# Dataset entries
▼

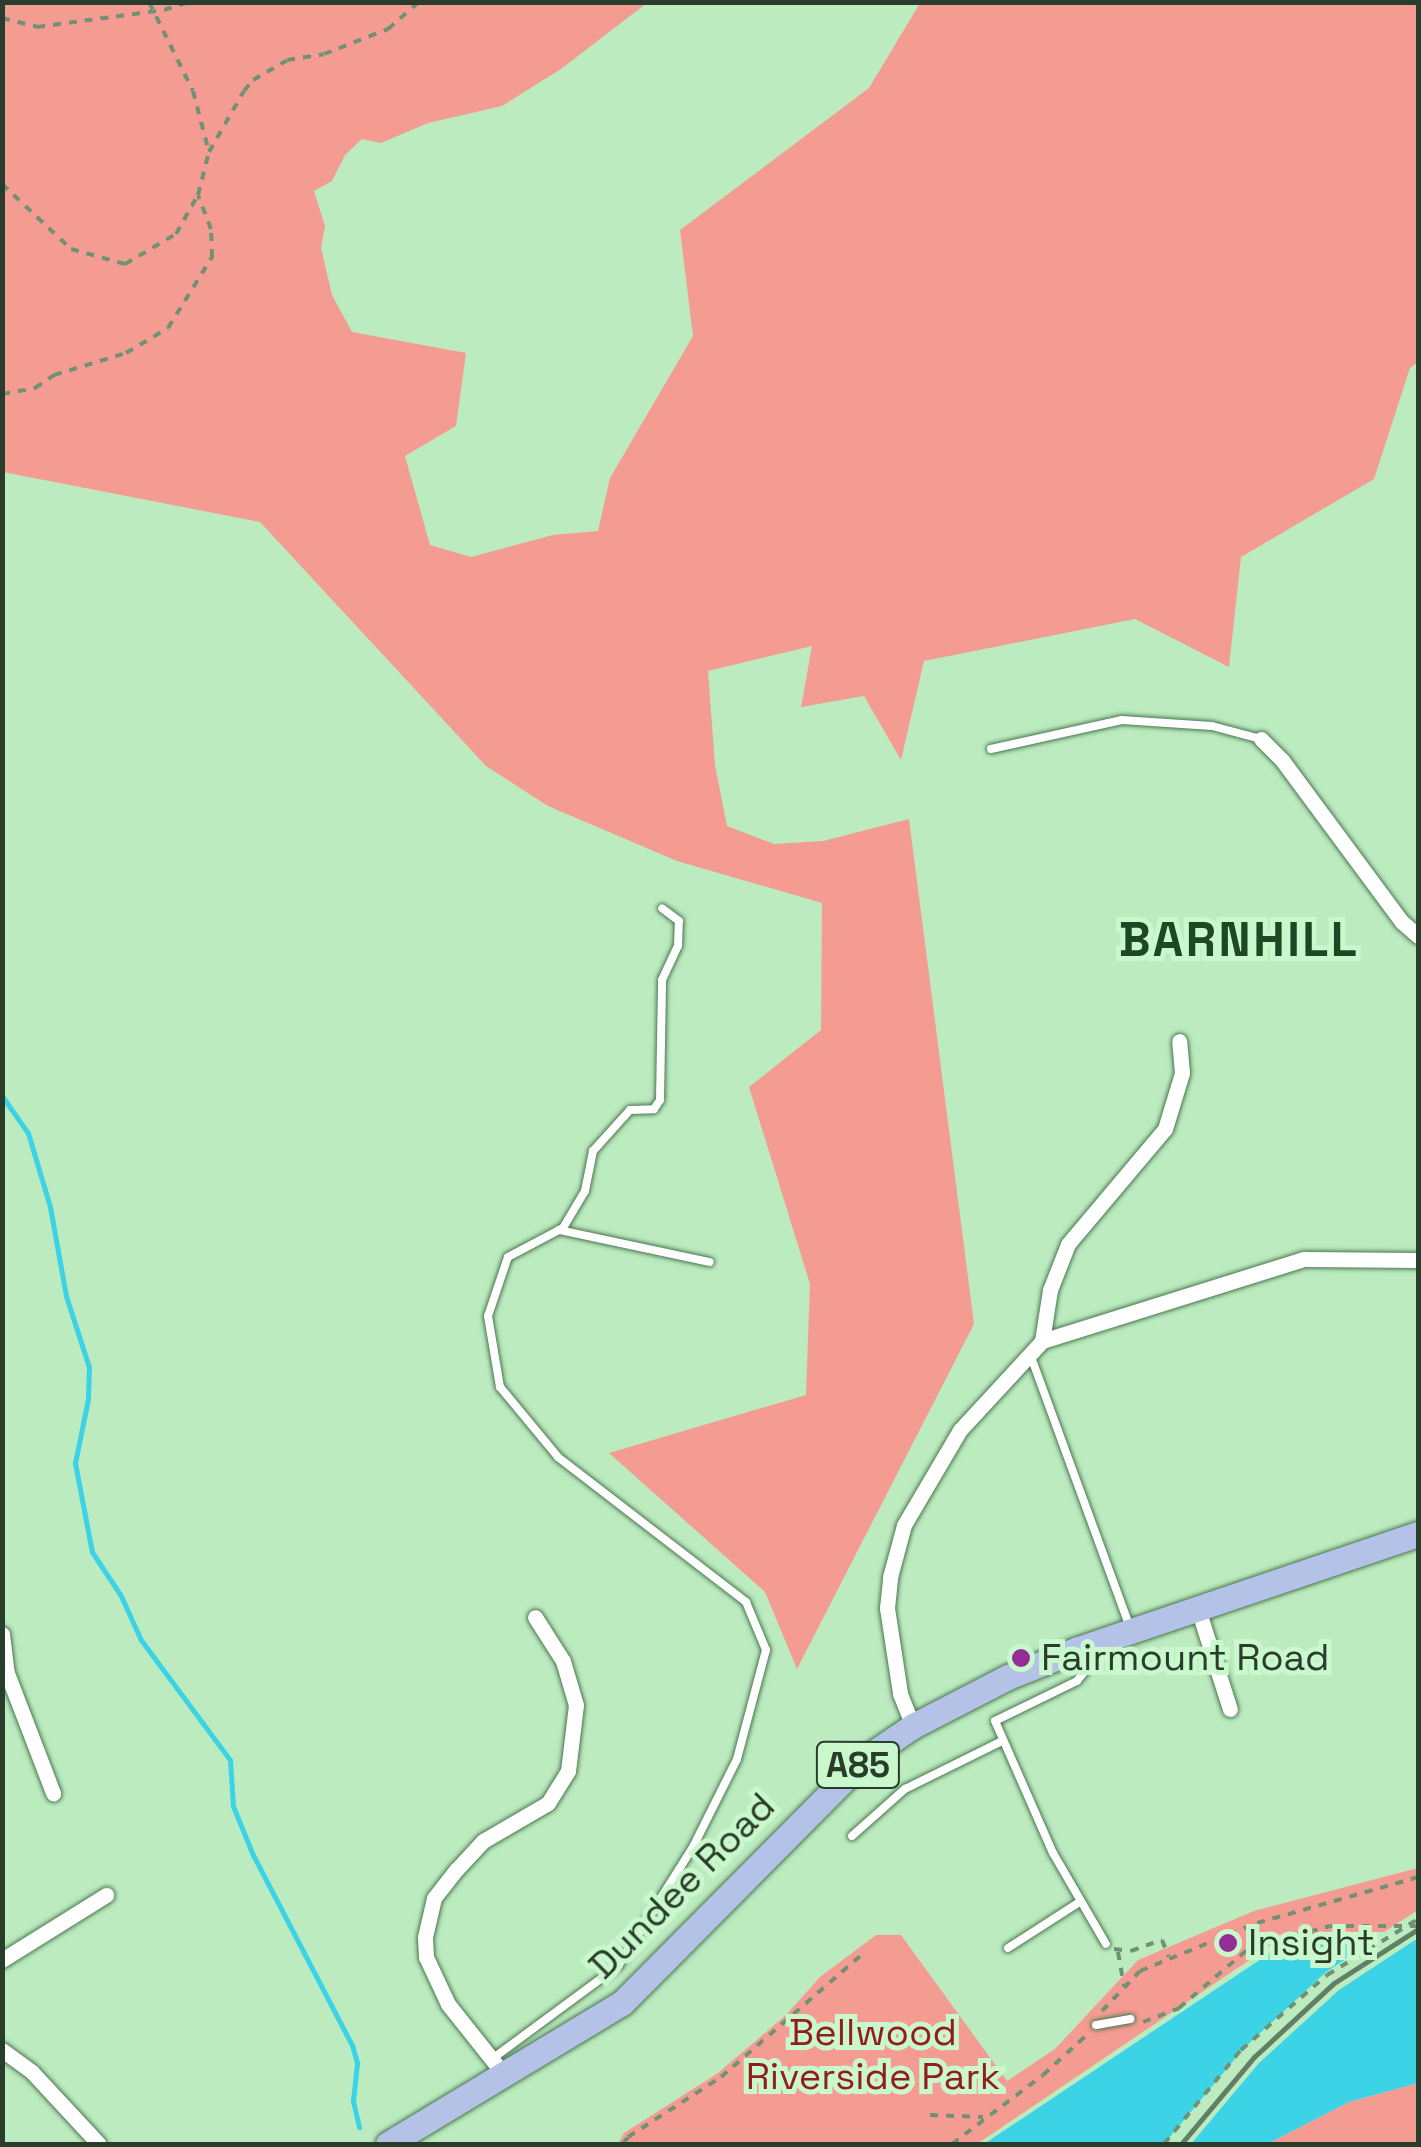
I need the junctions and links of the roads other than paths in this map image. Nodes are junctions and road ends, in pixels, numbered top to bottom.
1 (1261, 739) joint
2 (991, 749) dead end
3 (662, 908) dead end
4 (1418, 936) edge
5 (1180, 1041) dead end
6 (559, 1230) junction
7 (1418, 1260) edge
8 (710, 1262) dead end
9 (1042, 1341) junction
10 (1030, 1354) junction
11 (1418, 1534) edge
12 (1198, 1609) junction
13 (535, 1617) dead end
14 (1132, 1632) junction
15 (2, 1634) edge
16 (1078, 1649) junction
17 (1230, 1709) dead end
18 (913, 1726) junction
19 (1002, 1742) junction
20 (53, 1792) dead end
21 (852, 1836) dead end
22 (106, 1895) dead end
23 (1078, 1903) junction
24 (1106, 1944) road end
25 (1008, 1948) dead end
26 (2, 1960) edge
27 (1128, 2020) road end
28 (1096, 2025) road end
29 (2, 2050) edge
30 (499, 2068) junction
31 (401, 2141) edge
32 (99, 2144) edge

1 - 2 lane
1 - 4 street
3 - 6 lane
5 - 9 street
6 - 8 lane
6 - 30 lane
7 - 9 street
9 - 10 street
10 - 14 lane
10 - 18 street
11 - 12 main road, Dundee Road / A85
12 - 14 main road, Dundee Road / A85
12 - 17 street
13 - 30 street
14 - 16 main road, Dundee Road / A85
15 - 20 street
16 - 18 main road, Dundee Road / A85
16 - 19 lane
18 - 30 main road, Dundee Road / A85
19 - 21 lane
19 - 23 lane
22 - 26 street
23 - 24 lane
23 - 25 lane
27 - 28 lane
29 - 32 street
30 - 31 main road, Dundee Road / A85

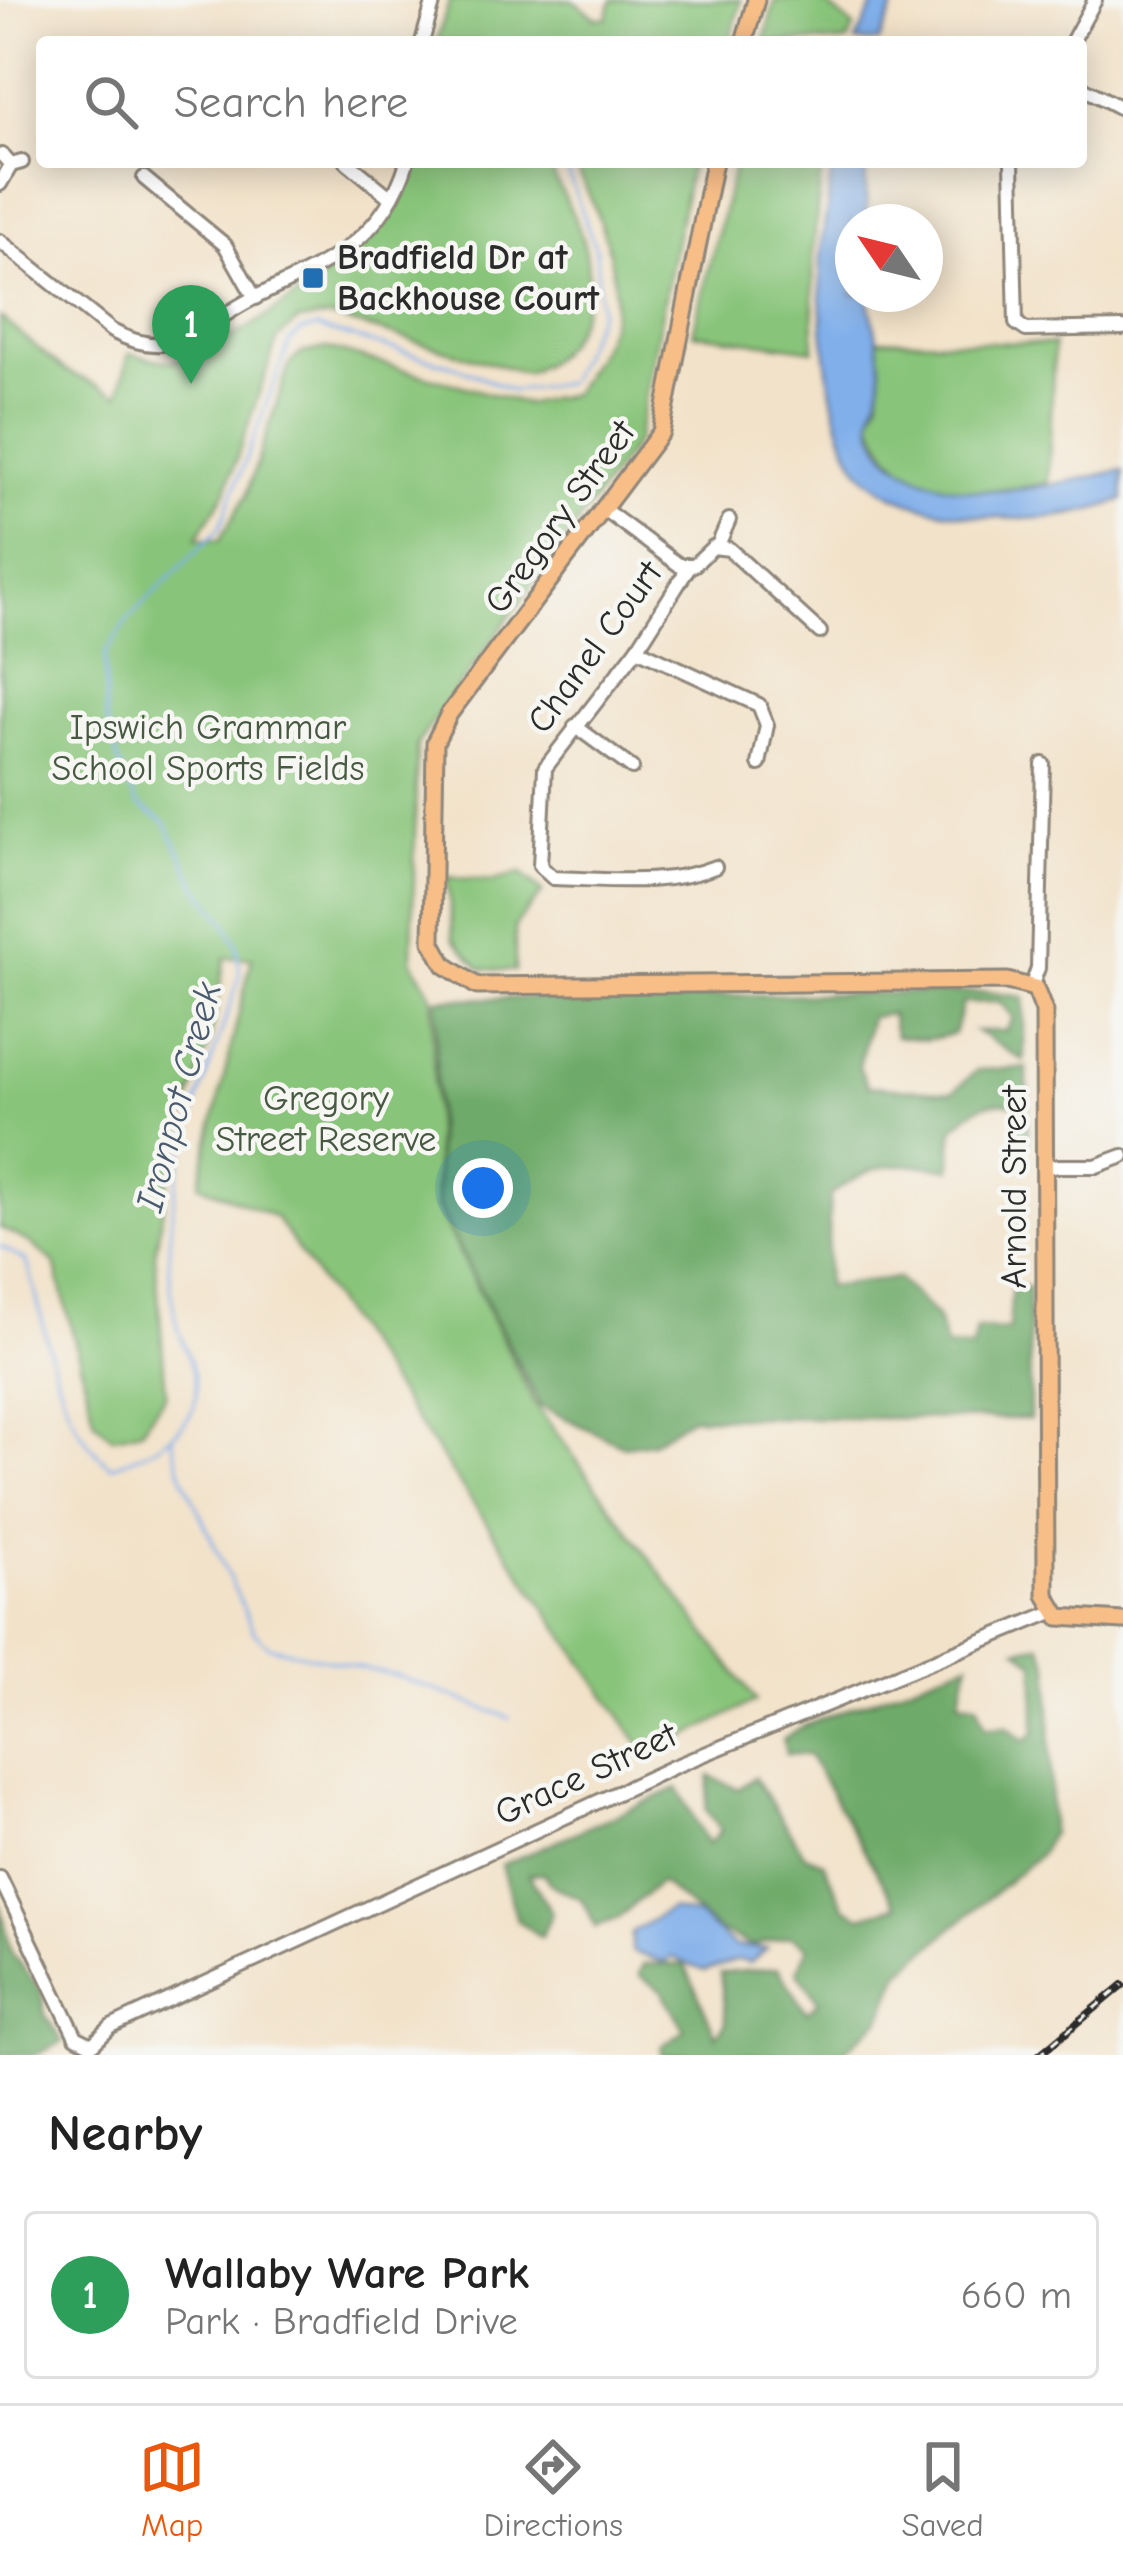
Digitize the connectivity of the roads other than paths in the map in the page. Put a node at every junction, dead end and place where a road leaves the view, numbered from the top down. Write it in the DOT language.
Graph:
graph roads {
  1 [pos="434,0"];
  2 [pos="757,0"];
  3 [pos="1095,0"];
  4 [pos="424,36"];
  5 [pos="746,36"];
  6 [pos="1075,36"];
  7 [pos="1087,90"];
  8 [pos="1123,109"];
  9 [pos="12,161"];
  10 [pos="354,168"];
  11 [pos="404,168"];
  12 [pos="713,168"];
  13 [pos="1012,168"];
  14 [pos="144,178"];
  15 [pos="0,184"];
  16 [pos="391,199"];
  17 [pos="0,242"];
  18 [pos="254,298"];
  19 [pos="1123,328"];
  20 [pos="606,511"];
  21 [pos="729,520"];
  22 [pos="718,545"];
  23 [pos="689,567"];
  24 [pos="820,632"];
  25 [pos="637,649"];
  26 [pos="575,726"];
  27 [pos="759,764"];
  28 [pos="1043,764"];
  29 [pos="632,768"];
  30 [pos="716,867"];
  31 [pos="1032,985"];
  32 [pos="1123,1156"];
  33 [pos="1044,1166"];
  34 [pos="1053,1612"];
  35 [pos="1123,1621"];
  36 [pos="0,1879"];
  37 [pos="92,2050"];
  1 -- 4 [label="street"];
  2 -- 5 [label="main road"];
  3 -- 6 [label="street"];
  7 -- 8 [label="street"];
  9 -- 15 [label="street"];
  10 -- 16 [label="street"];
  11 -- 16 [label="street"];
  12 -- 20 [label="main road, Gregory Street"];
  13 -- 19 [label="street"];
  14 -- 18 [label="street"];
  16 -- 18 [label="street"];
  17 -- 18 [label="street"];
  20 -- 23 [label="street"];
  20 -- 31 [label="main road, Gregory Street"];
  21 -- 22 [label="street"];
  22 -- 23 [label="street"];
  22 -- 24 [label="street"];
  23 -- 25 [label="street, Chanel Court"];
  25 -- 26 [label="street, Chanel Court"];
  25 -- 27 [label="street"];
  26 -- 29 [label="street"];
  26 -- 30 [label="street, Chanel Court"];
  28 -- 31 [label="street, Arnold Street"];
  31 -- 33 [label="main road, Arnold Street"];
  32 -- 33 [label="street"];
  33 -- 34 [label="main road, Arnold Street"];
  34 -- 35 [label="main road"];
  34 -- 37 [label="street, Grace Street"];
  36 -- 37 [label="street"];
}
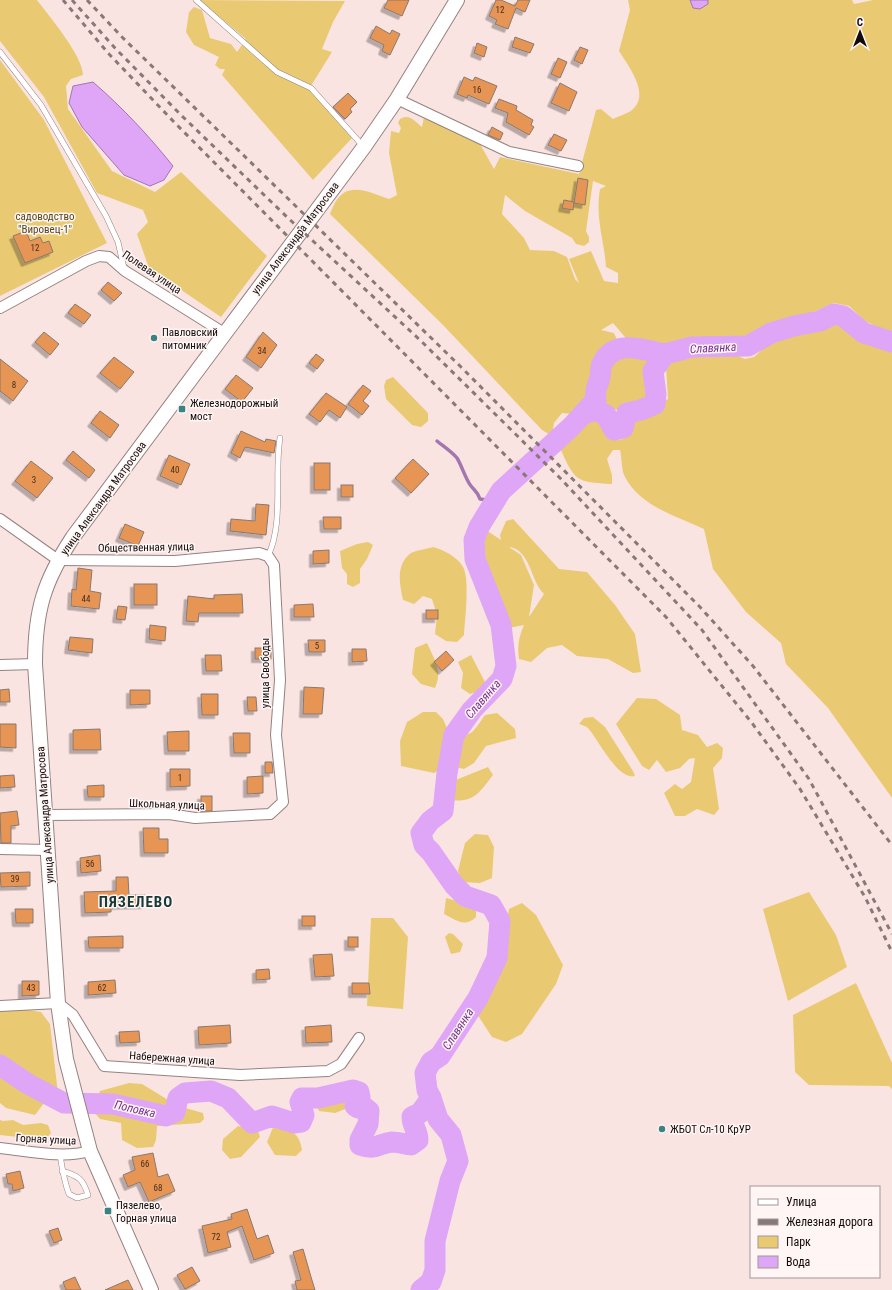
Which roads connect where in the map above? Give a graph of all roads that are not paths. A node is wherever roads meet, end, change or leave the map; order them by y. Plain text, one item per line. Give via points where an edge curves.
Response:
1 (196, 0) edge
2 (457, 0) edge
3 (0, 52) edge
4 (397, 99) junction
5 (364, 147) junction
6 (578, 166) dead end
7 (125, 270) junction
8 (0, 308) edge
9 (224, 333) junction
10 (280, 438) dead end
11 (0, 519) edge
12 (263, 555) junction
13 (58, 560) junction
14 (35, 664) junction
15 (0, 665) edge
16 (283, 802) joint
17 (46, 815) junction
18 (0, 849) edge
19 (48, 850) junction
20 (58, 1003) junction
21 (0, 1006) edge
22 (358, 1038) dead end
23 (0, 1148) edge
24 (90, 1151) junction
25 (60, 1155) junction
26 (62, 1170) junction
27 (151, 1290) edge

▲

# PROBLEM DESCRIPTION
Among the records, find the lines that contain "roads" and copy each of them.

# SOLUTION TO THE PROBLEM
I need the junctions and links of the roads other than paths in this map image. Nodes are junctions and road ends, in pixels, numbered top to bottom.
Digitize the connectivity of the roads other than paths in the map in the page. Put a node at every junction, dead end and place where a road leaves the view, numbered from the top down. Write it in the DOT language.
graph roads {
Which roads connect where in the map above? Give a graph of all roads that are not paths. A node is wherever roads meet, end, change or leave the map; order them by y. Plain text, one item per line. Give via points where an edge curves.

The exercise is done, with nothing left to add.